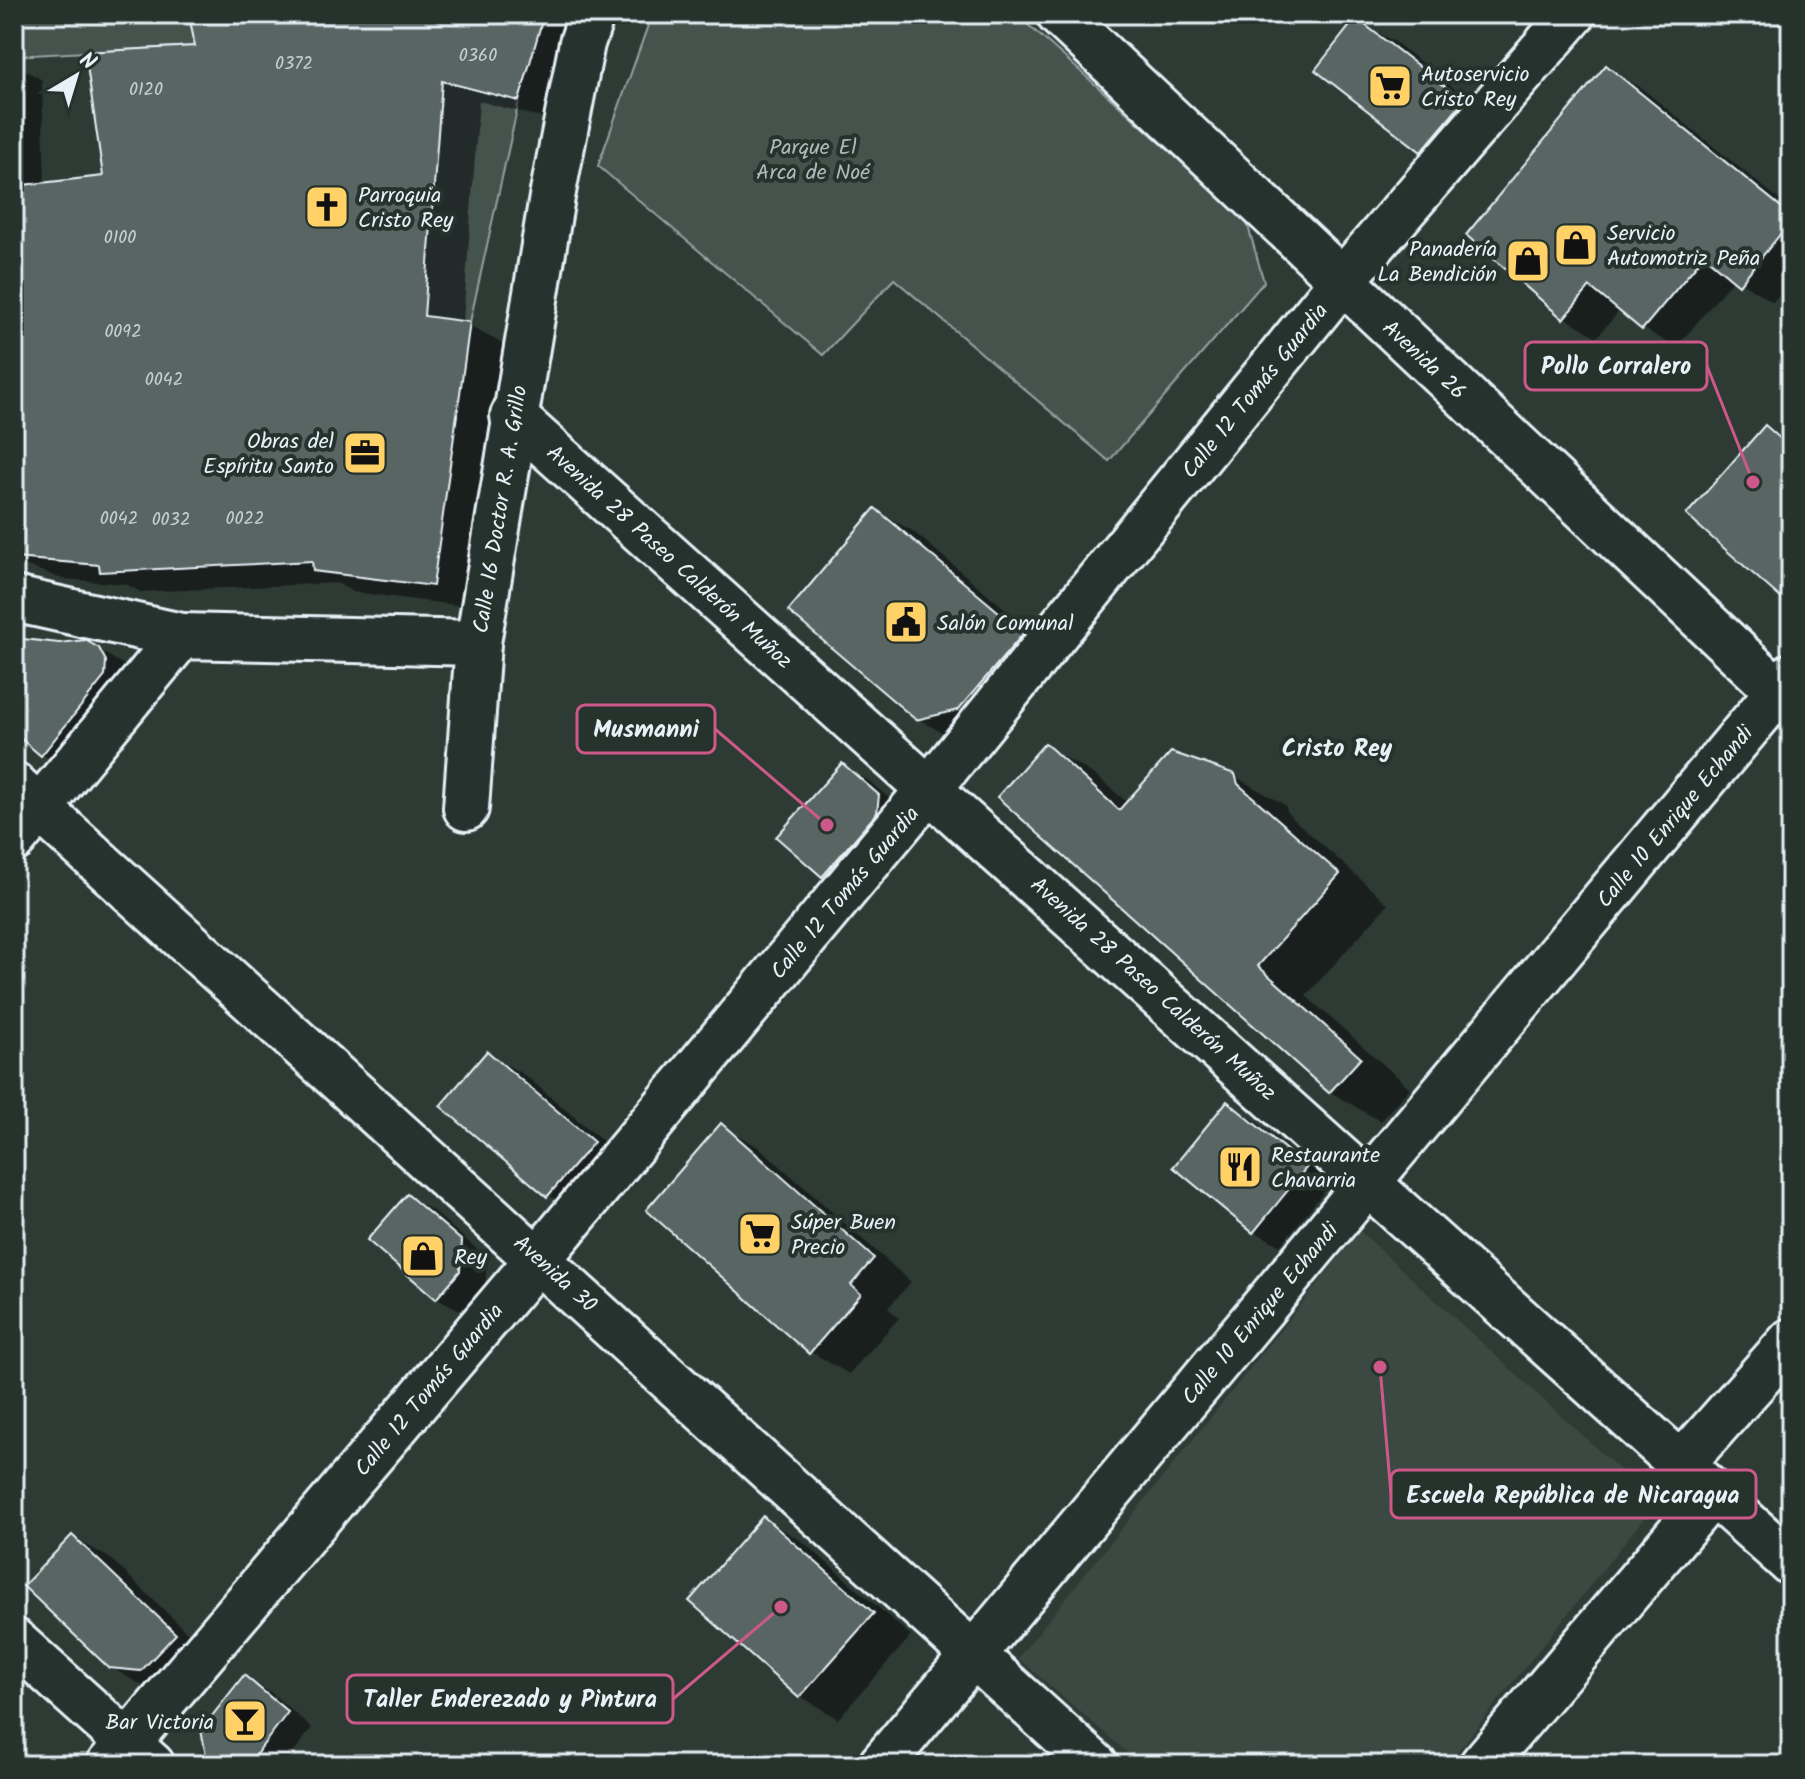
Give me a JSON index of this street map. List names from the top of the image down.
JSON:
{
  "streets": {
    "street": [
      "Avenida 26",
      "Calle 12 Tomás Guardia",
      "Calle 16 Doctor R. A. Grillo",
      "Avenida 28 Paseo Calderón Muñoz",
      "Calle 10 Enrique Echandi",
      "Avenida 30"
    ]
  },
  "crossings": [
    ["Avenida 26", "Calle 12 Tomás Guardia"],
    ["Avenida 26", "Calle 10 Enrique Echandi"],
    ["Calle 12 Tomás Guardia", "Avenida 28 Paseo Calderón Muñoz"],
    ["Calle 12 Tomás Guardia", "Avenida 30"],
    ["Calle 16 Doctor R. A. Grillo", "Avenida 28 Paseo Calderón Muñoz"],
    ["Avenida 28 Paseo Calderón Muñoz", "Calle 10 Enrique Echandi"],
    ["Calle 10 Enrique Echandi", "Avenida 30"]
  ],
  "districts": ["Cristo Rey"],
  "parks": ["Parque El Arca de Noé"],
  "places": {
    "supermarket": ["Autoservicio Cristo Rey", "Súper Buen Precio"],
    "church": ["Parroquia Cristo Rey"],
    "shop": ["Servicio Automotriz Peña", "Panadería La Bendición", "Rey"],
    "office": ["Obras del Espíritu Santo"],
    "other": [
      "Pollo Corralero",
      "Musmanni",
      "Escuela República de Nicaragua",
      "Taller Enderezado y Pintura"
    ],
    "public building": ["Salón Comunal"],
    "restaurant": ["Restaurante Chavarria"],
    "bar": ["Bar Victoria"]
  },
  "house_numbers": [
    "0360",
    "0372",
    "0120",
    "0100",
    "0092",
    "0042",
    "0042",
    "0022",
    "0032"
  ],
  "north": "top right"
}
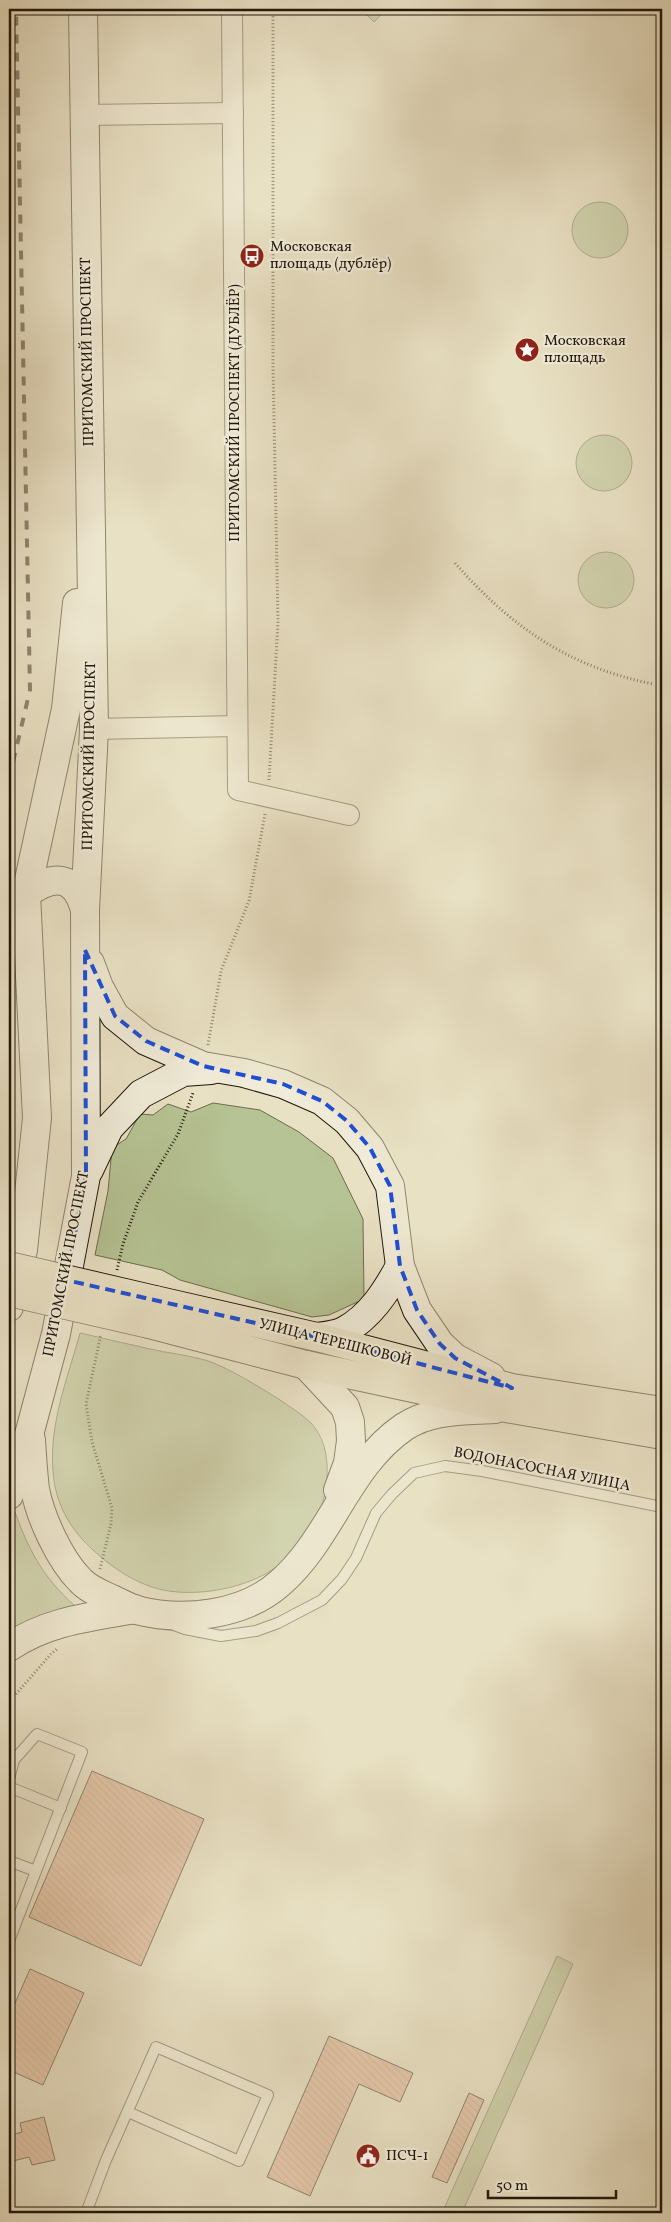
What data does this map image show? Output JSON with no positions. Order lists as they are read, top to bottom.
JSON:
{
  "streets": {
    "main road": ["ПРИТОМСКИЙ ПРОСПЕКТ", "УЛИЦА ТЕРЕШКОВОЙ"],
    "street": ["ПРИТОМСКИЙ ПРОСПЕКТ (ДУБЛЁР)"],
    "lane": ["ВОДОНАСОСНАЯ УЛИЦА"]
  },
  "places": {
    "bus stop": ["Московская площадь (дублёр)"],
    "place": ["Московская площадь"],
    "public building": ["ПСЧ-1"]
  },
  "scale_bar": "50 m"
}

== Task to carry out ==
When you retype the material above, keep every word exact and drop the images.

== Response area ==
Give me a JSON index of this street map. List names from the top of the image down.
JSON:
{
  "streets": {
    "street": [
      "Avenida 26",
      "Calle 12 Tomás Guardia",
      "Calle 16 Doctor R. A. Grillo",
      "Avenida 28 Paseo Calderón Muñoz",
      "Calle 10 Enrique Echandi",
      "Avenida 30"
    ]
  },
  "crossings": [
    ["Avenida 26", "Calle 12 Tomás Guardia"],
    ["Avenida 26", "Calle 10 Enrique Echandi"],
    ["Calle 12 Tomás Guardia", "Avenida 28 Paseo Calderón Muñoz"],
    ["Calle 12 Tomás Guardia", "Avenida 30"],
    ["Calle 16 Doctor R. A. Grillo", "Avenida 28 Paseo Calderón Muñoz"],
    ["Avenida 28 Paseo Calderón Muñoz", "Calle 10 Enrique Echandi"],
    ["Calle 10 Enrique Echandi", "Avenida 30"]
  ],
  "districts": ["Cristo Rey"],
  "parks": ["Parque El Arca de Noé"],
  "places": {
    "supermarket": ["Autoservicio Cristo Rey", "Súper Buen Precio"],
    "church": ["Parroquia Cristo Rey"],
    "shop": ["Servicio Automotriz Peña", "Panadería La Bendición", "Rey"],
    "office": ["Obras del Espíritu Santo"],
    "other": [
      "Pollo Corralero",
      "Musmanni",
      "Escuela República de Nicaragua",
      "Taller Enderezado y Pintura"
    ],
    "public building": ["Salón Comunal"],
    "restaurant": ["Restaurante Chavarria"],
    "bar": ["Bar Victoria"]
  },
  "house_numbers": [
    "0360",
    "0372",
    "0120",
    "0100",
    "0092",
    "0042",
    "0042",
    "0022",
    "0032"
  ],
  "north": "top right"
}
What data does this map image show? Output JSON with no positions. Order lists as they are read, top to bottom.
JSON:
{
  "streets": {
    "main road": ["ПРИТОМСКИЙ ПРОСПЕКТ", "УЛИЦА ТЕРЕШКОВОЙ"],
    "street": ["ПРИТОМСКИЙ ПРОСПЕКТ (ДУБЛЁР)"],
    "lane": ["ВОДОНАСОСНАЯ УЛИЦА"]
  },
  "places": {
    "bus stop": ["Московская площадь (дублёр)"],
    "place": ["Московская площадь"],
    "public building": ["ПСЧ-1"]
  },
  "scale_bar": "50 m"
}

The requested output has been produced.